# GOAL OF THE EXERCISE
All of the material must be duplicated exactly, line by line.

# RECORDED INFORMATION
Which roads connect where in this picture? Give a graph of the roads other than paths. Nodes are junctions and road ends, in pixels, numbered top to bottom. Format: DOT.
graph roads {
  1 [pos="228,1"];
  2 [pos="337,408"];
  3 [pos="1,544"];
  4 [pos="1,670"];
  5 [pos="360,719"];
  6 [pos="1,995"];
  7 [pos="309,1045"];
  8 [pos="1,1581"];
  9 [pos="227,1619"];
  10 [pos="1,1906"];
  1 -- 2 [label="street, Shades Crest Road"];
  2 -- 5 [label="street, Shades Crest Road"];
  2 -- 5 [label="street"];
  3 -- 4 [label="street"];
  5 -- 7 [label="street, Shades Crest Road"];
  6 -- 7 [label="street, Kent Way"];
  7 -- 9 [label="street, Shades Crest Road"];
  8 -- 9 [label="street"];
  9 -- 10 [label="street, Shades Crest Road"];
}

# RESPONSE TO THE EXERCISE
Which roads connect where in this picture? Give a graph of the roads other than paths. Nodes are junctions and road ends, in pixels, numbered top to bottom. Format: DOT.
graph roads {
  1 [pos="228,1"];
  2 [pos="337,408"];
  3 [pos="1,544"];
  4 [pos="1,670"];
  5 [pos="360,719"];
  6 [pos="1,995"];
  7 [pos="309,1045"];
  8 [pos="1,1581"];
  9 [pos="227,1619"];
  10 [pos="1,1906"];
  1 -- 2 [label="street, Shades Crest Road"];
  2 -- 5 [label="street, Shades Crest Road"];
  2 -- 5 [label="street"];
  3 -- 4 [label="street"];
  5 -- 7 [label="street, Shades Crest Road"];
  6 -- 7 [label="street, Kent Way"];
  7 -- 9 [label="street, Shades Crest Road"];
  8 -- 9 [label="street"];
  9 -- 10 [label="street, Shades Crest Road"];
}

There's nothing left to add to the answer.